Russians' concerns about their future mirror the real state of things with the national demography
The Russian public opinion research center has recently conducted an opinion poll devoted to the current demographic crisis and possible ways out of the situation. Seventy-five percent of the polled Russians said that a certain raise of family allowances could ease the depressive situation and provide more or less acceptable living conditions for young Russian families.
The majorities of respondents said that the Russian population does not face the danger of extinction, although it does experience severe demographic problems. Forty-four percent of the polled said that they viewed the situation in the country as critical.
The poll has proved that the demographic crisis in Russia was taking rather dangerous forms. According to the Russian Statistics Committee, the death rate in Russia is 1.7 times higher than the birth rate. If this tendency is preserved during the forthcoming years, the Russian population will reduce by 2050 to 80 or 10 million people only (calculations conducted by the Russian Academy of Sciences and the Statistics Committee).

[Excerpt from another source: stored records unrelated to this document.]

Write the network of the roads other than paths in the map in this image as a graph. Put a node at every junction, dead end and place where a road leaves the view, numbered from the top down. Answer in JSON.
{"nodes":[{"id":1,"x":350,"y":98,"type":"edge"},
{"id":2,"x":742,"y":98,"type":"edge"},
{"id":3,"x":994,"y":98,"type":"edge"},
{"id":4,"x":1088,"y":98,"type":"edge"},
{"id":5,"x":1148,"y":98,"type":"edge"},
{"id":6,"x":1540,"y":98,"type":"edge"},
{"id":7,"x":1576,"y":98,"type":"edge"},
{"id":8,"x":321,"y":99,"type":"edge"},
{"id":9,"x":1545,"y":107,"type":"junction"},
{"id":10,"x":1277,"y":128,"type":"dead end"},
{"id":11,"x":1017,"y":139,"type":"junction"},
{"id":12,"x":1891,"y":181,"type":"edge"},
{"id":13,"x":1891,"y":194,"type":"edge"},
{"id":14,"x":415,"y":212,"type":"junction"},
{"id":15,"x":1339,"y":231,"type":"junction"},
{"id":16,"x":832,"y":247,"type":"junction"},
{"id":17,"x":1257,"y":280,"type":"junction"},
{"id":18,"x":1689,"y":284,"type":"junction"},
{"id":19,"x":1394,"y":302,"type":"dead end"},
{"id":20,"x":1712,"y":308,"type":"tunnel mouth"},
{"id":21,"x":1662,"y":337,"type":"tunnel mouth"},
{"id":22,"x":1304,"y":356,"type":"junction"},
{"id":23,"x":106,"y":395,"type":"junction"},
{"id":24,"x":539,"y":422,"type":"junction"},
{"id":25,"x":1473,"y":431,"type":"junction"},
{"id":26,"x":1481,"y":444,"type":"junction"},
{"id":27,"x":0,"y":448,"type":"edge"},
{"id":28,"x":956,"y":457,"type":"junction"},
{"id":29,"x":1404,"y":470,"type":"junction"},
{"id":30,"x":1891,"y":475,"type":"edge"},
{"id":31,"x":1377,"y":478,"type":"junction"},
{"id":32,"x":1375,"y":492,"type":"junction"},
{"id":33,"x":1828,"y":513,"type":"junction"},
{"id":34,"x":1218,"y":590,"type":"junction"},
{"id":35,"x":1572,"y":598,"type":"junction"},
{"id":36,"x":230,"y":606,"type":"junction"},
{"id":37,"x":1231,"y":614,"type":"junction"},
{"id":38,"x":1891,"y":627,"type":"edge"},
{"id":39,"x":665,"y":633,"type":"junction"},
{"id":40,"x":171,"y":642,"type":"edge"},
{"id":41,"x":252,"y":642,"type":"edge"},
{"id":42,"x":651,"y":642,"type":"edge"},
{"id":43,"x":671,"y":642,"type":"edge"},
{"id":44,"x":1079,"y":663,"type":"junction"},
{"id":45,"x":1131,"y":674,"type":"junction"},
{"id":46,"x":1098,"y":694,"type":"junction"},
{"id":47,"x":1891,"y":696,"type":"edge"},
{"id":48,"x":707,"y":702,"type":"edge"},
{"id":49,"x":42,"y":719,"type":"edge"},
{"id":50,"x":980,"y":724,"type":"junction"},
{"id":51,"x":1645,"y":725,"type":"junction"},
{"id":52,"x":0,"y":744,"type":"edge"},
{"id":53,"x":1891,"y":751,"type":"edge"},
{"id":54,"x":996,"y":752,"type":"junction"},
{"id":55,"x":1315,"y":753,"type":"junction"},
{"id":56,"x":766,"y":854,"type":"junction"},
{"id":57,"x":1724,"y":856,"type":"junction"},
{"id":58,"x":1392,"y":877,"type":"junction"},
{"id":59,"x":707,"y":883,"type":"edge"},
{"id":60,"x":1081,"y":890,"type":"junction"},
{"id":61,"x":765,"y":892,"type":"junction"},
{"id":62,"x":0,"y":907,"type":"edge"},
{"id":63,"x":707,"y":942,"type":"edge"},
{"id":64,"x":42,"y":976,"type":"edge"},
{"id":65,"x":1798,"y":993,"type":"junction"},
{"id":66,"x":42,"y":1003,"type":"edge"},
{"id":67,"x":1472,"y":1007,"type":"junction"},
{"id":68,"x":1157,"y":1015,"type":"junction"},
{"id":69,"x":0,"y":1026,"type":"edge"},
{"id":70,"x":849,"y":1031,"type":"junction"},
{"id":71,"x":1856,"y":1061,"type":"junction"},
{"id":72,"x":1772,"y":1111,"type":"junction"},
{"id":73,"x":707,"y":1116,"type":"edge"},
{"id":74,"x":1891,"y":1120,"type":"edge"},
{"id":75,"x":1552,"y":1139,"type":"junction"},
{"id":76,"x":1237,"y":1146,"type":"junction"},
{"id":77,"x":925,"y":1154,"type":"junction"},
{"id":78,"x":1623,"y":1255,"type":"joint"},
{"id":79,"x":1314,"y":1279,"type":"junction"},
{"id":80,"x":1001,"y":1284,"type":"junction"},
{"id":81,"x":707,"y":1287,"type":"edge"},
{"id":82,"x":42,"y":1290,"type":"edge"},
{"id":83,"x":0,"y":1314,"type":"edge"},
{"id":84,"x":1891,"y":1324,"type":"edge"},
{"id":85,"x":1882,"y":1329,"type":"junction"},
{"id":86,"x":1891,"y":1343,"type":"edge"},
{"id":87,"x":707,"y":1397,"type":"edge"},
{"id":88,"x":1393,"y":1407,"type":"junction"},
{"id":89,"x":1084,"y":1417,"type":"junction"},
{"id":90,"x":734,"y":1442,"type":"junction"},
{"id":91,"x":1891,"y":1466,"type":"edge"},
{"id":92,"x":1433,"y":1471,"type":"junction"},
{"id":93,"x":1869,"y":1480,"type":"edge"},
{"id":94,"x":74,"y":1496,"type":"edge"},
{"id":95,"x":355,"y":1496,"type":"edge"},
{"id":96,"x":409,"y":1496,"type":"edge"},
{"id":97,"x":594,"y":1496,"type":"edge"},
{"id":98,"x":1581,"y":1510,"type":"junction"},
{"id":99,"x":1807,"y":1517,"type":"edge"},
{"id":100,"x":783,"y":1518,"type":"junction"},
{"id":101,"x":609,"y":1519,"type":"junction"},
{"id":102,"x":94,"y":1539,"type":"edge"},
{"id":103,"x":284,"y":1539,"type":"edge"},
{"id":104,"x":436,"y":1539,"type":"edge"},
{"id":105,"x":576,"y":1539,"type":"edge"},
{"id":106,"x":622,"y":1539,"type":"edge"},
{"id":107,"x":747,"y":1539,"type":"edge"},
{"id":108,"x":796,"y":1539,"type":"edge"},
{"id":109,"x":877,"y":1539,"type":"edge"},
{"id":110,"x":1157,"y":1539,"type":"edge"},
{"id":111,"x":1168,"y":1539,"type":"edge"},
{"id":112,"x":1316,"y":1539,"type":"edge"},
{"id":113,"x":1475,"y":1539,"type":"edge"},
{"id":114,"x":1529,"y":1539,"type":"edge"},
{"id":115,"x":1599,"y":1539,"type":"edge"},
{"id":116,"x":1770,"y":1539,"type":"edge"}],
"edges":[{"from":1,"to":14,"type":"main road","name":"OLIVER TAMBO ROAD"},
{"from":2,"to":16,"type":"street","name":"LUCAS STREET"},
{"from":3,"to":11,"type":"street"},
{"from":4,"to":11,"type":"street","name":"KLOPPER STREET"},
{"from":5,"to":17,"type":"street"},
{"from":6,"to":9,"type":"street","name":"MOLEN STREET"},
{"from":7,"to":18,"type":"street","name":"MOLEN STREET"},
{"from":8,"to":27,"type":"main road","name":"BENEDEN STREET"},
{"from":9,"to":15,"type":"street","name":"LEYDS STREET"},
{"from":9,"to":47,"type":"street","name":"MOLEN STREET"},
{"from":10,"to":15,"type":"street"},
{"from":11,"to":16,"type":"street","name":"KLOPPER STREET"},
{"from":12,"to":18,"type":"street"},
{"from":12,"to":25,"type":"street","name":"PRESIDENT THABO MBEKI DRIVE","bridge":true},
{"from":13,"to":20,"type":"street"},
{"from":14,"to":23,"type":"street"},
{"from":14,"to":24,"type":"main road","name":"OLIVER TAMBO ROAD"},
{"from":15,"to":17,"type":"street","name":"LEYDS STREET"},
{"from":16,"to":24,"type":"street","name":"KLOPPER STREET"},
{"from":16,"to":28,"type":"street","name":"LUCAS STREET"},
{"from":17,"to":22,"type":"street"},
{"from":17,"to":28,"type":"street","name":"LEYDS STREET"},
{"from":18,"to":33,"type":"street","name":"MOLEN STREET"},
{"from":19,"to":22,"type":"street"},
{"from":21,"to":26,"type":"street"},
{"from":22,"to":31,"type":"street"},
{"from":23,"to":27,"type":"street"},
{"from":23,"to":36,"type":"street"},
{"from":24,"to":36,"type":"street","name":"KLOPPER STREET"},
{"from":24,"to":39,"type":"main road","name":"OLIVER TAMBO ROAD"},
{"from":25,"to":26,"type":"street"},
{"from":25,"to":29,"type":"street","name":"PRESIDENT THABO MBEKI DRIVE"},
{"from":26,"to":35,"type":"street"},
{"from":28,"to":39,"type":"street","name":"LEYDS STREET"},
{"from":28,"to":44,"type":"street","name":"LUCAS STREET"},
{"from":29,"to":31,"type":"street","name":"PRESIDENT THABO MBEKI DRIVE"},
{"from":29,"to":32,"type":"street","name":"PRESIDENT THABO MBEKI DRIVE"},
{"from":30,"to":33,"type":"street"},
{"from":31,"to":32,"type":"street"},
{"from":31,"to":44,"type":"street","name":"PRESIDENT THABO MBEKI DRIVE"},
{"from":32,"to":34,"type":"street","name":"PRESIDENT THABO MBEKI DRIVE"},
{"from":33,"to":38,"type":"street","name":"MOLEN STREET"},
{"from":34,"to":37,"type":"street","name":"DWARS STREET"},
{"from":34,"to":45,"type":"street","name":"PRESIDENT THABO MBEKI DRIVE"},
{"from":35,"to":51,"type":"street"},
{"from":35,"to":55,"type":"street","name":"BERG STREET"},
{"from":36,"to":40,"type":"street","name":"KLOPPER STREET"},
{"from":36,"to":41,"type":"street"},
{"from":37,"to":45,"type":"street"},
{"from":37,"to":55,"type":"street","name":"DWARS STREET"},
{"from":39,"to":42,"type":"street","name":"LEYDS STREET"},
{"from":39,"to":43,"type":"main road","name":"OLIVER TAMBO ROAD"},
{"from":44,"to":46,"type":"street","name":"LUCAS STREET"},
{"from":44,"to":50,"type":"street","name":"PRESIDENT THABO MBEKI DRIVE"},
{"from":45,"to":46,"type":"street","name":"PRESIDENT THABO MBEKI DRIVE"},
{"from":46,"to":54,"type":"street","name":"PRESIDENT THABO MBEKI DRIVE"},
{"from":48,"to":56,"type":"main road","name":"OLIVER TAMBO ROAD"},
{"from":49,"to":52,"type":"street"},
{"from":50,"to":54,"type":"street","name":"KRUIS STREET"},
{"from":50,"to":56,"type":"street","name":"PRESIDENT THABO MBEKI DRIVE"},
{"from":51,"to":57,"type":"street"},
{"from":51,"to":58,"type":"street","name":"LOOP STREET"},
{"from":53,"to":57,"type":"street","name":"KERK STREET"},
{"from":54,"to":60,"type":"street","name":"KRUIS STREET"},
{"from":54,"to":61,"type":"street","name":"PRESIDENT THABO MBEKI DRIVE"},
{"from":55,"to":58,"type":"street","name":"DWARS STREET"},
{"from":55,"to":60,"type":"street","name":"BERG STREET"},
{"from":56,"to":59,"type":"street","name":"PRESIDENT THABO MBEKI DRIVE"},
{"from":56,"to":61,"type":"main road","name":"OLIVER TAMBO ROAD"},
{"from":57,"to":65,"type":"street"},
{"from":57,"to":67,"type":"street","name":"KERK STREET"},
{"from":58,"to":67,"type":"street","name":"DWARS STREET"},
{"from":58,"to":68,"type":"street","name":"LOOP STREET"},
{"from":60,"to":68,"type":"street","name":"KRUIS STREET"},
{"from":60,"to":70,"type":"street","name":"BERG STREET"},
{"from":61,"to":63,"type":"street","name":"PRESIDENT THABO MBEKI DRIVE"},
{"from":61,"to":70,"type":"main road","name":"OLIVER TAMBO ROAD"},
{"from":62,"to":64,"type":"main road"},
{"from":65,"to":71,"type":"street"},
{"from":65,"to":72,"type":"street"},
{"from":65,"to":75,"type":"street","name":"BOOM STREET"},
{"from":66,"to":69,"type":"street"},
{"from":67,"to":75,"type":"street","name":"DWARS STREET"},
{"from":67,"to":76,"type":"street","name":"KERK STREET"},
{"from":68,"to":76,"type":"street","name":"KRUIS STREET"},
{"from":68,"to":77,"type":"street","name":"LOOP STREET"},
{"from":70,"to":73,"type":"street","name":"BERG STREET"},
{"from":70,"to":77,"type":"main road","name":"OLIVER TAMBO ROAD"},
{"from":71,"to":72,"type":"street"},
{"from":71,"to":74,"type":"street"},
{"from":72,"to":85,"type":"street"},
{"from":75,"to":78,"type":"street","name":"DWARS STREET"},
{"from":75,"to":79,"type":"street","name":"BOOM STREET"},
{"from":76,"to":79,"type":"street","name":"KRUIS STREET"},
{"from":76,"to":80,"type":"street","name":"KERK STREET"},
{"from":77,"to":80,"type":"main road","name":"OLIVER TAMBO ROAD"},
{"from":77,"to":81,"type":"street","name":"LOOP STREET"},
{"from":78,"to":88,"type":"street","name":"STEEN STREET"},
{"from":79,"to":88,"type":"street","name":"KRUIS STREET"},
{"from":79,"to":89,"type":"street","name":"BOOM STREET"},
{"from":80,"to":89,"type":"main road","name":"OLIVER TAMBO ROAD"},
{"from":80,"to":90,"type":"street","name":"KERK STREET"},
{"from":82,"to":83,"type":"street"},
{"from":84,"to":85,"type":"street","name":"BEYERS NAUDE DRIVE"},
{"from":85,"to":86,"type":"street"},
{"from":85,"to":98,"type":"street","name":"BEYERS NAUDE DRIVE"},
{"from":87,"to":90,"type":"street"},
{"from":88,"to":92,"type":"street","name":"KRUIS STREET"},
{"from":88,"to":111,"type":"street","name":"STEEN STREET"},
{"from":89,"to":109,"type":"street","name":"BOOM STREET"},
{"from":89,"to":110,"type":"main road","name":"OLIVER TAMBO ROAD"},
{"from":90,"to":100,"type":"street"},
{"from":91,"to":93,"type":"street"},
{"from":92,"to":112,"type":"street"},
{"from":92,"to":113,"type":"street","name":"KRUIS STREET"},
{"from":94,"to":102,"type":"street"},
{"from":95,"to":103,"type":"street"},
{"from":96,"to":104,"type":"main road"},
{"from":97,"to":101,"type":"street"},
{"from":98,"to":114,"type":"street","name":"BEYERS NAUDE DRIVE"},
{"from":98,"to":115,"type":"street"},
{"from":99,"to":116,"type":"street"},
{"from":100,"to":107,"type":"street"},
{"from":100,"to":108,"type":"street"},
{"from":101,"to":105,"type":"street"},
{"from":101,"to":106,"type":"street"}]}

Russians' concerns about their future mirror the real state of things with the national demography. Thirty-seven percent of the polled believe that the crisis is directly connected with alcohol and drug addiction. The general ageing of the population and the decreasing number of able-bodied citizens was pointed out as serious problems by 14 percent of respondents who participated in the opinion poll. AIDS, sexually transmitted diseases and the increasing amount of HIV-infected individuals exacerbates the demographic crisis in Russia, nine percent of the polled said. The growing amount of immigrants in the structure of the Russian population is considered a negative trend in the present-day Russian society too, according to five percent of respondents.
Many Russians believe that the general reduction of the birth rate, connected with the declining living standard of the population is the basic reason of the current demographic crisis. Forty percent are certain that the current conditions have been caused with the legacy of the Yeltsin era and the social policy which his administration conducted in the country. Thirty-one percent of the polled look for the roots of the problem in declining public morality, pointing out the weakening of family values.
The material factor was named as the most efficient way to overcome the crisis. Seventy-five percent of Russians said that government needs to raise family allowances to young families. Forty-five percent said that one should develop the social infrastructure first and foremost (schools, kindergartens, etc). Twenty-four percent of respondents said that they believed in the effect of healthy lifestyle propaganda. Very few people (from one to four percent) pointed out the need to introduce the grounds of the Orthodox culture.
The poll revealed that people of limited means had a better understanding of the problem. Quite on the contrary, financially secure and wealthy Russians do not think that such a problem as depopulation actually exists in the country.
”The country with the 144-million strong population may experience a strong lack of labour force in the future. Up to 60 percent of Russians are elderly people, children and disabled individuals,” the Minister for the Regional Development of Russia Vladimir Yakovlev said in the spring of the current year.
It seems that the Russian government does not take any measures to extricate from the crisis despite such depressive results of the poll. The mortgage program is the only kind of support, which the government can offer for the time being.
The current economic policy of the Russian government bears some resemblance to the 1960s, when Nikita Khrushchev allowed women to make abortions, which subsequently relieved many women of maternity burden and attracted them to the national economy.